(The input)

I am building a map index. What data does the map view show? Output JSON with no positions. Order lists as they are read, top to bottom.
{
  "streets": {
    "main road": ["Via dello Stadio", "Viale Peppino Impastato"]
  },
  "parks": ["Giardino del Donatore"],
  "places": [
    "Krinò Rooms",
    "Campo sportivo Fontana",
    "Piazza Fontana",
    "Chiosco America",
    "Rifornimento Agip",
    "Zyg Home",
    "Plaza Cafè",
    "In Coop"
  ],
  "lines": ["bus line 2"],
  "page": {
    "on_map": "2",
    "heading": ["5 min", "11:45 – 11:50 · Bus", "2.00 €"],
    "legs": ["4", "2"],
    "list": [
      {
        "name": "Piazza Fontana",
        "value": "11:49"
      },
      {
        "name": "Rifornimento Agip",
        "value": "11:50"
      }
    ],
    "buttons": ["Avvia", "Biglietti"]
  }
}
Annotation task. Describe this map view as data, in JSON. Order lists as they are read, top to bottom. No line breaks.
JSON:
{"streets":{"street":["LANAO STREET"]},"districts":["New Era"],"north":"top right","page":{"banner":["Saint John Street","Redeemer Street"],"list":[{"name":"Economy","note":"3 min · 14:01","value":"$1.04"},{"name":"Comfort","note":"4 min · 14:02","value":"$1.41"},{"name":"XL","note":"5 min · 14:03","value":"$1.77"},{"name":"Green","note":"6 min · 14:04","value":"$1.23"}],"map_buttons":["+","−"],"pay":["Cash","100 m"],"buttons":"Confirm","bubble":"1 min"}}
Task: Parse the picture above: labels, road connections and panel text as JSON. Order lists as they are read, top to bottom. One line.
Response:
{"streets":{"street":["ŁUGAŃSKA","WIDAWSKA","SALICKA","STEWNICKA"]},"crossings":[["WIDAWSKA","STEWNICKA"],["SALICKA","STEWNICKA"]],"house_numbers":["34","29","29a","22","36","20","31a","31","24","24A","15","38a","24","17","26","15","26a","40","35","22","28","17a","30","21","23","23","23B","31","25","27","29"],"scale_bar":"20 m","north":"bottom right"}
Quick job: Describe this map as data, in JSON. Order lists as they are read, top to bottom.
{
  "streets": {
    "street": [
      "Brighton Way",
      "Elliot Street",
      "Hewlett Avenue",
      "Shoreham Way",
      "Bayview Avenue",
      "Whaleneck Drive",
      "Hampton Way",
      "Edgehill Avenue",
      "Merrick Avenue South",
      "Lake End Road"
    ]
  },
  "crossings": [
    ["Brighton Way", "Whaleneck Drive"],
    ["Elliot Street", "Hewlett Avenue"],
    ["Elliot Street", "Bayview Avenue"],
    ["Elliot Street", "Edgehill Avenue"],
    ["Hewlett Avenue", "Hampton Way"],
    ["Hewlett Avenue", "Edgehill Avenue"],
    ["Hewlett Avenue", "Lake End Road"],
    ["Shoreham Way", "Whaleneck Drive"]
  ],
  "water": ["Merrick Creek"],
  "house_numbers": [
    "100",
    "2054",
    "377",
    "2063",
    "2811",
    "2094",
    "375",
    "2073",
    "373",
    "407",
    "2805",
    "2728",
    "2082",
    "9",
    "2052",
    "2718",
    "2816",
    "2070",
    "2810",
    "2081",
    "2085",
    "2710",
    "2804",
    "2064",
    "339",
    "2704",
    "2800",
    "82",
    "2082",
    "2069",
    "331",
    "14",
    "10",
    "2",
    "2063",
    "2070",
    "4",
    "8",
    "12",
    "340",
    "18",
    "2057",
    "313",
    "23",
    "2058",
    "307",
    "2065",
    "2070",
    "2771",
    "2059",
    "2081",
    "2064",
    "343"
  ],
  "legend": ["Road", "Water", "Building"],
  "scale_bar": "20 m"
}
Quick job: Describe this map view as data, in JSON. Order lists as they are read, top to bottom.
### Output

(End The input)

▶ _Task description_: Reproduce only what lies between the start of the listing above and the end of the line containing "Task: Parse the", keeping every line exact.

▶ _Answer to this task_:
I am building a map index. What data does the map view show? Output JSON with no positions. Order lists as they are read, top to bottom.
{
  "streets": {
    "main road": ["Via dello Stadio", "Viale Peppino Impastato"]
  },
  "parks": ["Giardino del Donatore"],
  "places": [
    "Krinò Rooms",
    "Campo sportivo Fontana",
    "Piazza Fontana",
    "Chiosco America",
    "Rifornimento Agip",
    "Zyg Home",
    "Plaza Cafè",
    "In Coop"
  ],
  "lines": ["bus line 2"],
  "page": {
    "on_map": "2",
    "heading": ["5 min", "11:45 – 11:50 · Bus", "2.00 €"],
    "legs": ["4", "2"],
    "list": [
      {
        "name": "Piazza Fontana",
        "value": "11:49"
      },
      {
        "name": "Rifornimento Agip",
        "value": "11:50"
      }
    ],
    "buttons": ["Avvia", "Biglietti"]
  }
}
Annotation task. Describe this map view as data, in JSON. Order lists as they are read, top to bottom. No line breaks.
JSON:
{"streets":{"street":["LANAO STREET"]},"districts":["New Era"],"north":"top right","page":{"banner":["Saint John Street","Redeemer Street"],"list":[{"name":"Economy","note":"3 min · 14:01","value":"$1.04"},{"name":"Comfort","note":"4 min · 14:02","value":"$1.41"},{"name":"XL","note":"5 min · 14:03","value":"$1.77"},{"name":"Green","note":"6 min · 14:04","value":"$1.23"}],"map_buttons":["+","−"],"pay":["Cash","100 m"],"buttons":"Confirm","bubble":"1 min"}}
Task: Parse the picture above: labels, road connections and panel text as JSON. Order lists as they are read, top to bottom. One line.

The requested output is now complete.